The 99th Infantry Division Association held its 59th annual convention Aug. 6-9 at Kansas City MO. I was one of the 85 World War II veterans attending who had served in that division, once nearly 15,000 strong. I am 85, and was 18, a University of Illinois freshman, when America entered the war on Pearl Harbor Day, Dec. 7, 1941. So most of those veterans are near my age.

In addition to the 85 veterans attending, the wives, children, grandchildren, and other guests raised the attendance to 250, a far cry from the 1,200 who attended my first reunion in 1990. Many of the old soldiers were in wheelchairs, or with walkers or canes, and many were to able to attend. Those who attended enjoyed the camaraderie of old friends with whom they served 63 years ago in the Battle of the Bulge, the Remagen bridgehead, the Ruhr and Bavaria, or in Nazi prison camps. It was good to be able to share with these aged Americans the memories and freedom for which our comrades gave so much. Next year, possibly our last, our reunion will be June 24-27 at St. Louis MO.

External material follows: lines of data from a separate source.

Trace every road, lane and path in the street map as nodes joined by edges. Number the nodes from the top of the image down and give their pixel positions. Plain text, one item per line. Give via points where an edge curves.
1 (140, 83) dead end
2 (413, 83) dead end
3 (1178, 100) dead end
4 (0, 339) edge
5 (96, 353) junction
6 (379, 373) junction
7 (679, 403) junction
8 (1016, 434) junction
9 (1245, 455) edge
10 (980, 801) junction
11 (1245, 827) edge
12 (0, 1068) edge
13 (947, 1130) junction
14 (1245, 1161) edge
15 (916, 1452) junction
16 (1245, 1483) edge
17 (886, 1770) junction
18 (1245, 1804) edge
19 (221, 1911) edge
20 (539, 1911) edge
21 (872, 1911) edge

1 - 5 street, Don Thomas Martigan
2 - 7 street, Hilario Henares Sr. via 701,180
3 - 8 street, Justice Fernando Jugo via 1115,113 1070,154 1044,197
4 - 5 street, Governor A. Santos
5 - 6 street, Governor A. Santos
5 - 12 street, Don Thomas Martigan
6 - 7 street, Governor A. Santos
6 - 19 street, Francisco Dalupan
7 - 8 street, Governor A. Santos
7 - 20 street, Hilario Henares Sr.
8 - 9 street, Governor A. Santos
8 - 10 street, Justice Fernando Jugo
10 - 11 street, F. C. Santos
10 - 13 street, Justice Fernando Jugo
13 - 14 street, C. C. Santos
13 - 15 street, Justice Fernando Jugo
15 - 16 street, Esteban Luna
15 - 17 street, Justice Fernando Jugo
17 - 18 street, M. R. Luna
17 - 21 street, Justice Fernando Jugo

Until March 17, 1990, I was not aware that there was a 99th Infantry Division Association or annual reunions. That day I received a phone call asking, “Are you the Phil Benefiel who was in ASTP at Commerce TX, and went to the 99th Division at Camp Maxey [Texas]?” I answered, “Yes, who’s this?” The caller replied that he was Jim McIlroy and “You’ve been lost for 45 years.”

McIlroy (“Mac”) was then president of the 99th Division Association and had been searching the records and locating many of his fellow GIs, especially those who had been in the ASTP unit at ETSTC (East Texas State Teachers College) at Commerce, now Texas A&M-Commerce. Mac and I were among the 200 American soldiers sent to Commerce in 1943, and among the 200,000 soldiers sent to the numerous colleges and universities across the nation in the ASTP (Army Specialized Training Program.)

I never fully understood the Army’s purpose in sending me to college, but after a hot summer and fall in artillery basic training at Fort Sill OK, I was happy to live in a college dormitory, eat in its cafeteria, and march in my uniform from class to class. The college’s female population was 600 co-eds and its male population we jokingly said was 200 soldiers, one draft-dodger, and one 4-F. A good ratio.

It was too good to last. Suddenly the Army decided it needed our bodies, not our brains, and nearly 200,000 GIs packed their duffle bags and headed for the army camps and the army routine, barracks, mess halls, KP, rifle ranges, bayonet drills, forced marches and obstacle courses. And then overseas.

Forty-five years later, Mac “found” me and invited me to attend my first 99t reunion at Louisville that year. There I was reunited with comrades from ASTP and the 99th. Each year, even this year, there are a few “first-timers” at our convention who have just learned that their old division has reunions. Those of us who have participated in the conventions and activities of our association have gained priceless understanding and appreciation of our part in history and in preserving and memorializing that history.

Not the least among the 99th’s continuing services to its veterans, their families, our memories and history, is the MIA Project which, in cooperation with our Belgian “diggers,” continues to recover the remains of our comrades, missing more than half a century.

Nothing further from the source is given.